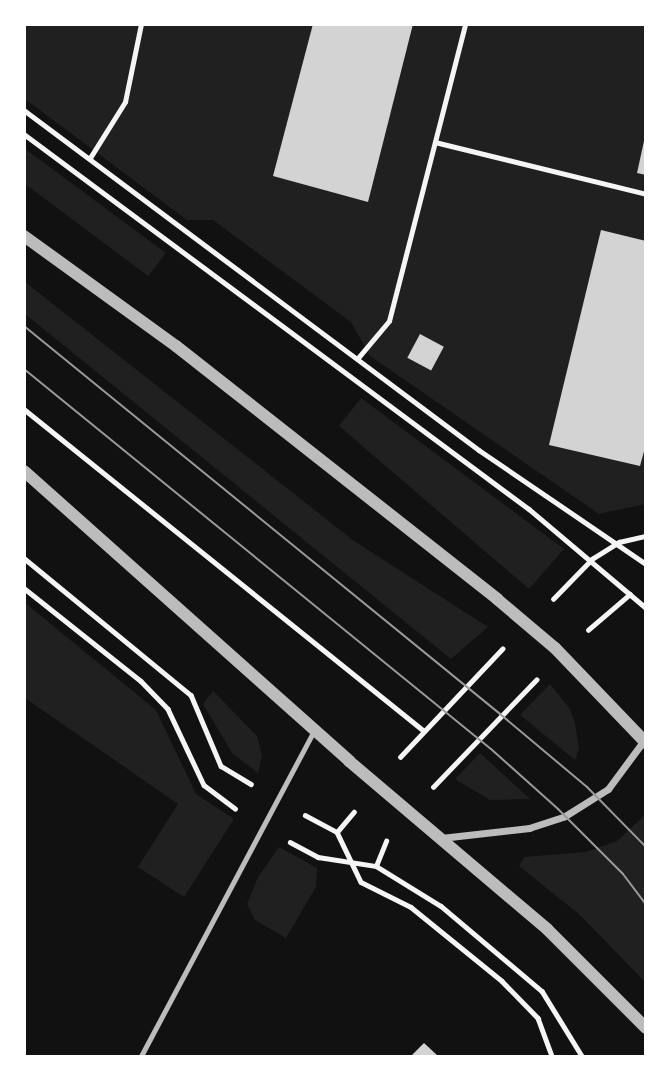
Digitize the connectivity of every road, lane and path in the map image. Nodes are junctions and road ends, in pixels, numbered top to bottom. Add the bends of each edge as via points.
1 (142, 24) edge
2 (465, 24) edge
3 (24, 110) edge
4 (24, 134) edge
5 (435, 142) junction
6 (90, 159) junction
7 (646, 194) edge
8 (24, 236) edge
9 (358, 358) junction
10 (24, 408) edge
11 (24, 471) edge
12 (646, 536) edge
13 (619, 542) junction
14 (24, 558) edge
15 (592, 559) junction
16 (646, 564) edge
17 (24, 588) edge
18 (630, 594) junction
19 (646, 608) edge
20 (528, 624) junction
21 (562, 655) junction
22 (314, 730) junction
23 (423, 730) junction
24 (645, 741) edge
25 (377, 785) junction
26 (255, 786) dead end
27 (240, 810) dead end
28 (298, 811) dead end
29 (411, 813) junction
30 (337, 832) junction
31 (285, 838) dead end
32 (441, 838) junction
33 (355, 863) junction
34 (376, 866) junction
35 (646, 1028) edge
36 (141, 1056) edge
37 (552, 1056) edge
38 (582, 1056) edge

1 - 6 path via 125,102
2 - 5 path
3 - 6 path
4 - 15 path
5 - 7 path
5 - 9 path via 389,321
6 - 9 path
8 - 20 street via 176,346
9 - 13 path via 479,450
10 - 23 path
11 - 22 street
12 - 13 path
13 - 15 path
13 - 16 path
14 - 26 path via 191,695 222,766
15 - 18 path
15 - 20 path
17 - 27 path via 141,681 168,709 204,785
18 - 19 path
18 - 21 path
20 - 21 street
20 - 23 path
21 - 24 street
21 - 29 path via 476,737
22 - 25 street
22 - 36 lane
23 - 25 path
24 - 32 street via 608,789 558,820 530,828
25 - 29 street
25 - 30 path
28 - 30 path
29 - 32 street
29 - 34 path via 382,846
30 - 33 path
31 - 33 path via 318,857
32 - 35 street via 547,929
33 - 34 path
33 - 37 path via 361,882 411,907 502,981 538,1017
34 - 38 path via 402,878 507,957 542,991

===

Assigned task: Output all the data above verbatim, leaving out images.

Solution below:
Digitize the connectivity of every road, lane and path in the map image. Nodes are junctions and road ends, in pixels, numbered top to bottom. Add the bends of each edge as via points.
1 (142, 24) edge
2 (465, 24) edge
3 (24, 110) edge
4 (24, 134) edge
5 (435, 142) junction
6 (90, 159) junction
7 (646, 194) edge
8 (24, 236) edge
9 (358, 358) junction
10 (24, 408) edge
11 (24, 471) edge
12 (646, 536) edge
13 (619, 542) junction
14 (24, 558) edge
15 (592, 559) junction
16 (646, 564) edge
17 (24, 588) edge
18 (630, 594) junction
19 (646, 608) edge
20 (528, 624) junction
21 (562, 655) junction
22 (314, 730) junction
23 (423, 730) junction
24 (645, 741) edge
25 (377, 785) junction
26 (255, 786) dead end
27 (240, 810) dead end
28 (298, 811) dead end
29 (411, 813) junction
30 (337, 832) junction
31 (285, 838) dead end
32 (441, 838) junction
33 (355, 863) junction
34 (376, 866) junction
35 (646, 1028) edge
36 (141, 1056) edge
37 (552, 1056) edge
38 (582, 1056) edge

1 - 6 path via 125,102
2 - 5 path
3 - 6 path
4 - 15 path
5 - 7 path
5 - 9 path via 389,321
6 - 9 path
8 - 20 street via 176,346
9 - 13 path via 479,450
10 - 23 path
11 - 22 street
12 - 13 path
13 - 15 path
13 - 16 path
14 - 26 path via 191,695 222,766
15 - 18 path
15 - 20 path
17 - 27 path via 141,681 168,709 204,785
18 - 19 path
18 - 21 path
20 - 21 street
20 - 23 path
21 - 24 street
21 - 29 path via 476,737
22 - 25 street
22 - 36 lane
23 - 25 path
24 - 32 street via 608,789 558,820 530,828
25 - 29 street
25 - 30 path
28 - 30 path
29 - 32 street
29 - 34 path via 382,846
30 - 33 path
31 - 33 path via 318,857
32 - 35 street via 547,929
33 - 34 path
33 - 37 path via 361,882 411,907 502,981 538,1017
34 - 38 path via 402,878 507,957 542,991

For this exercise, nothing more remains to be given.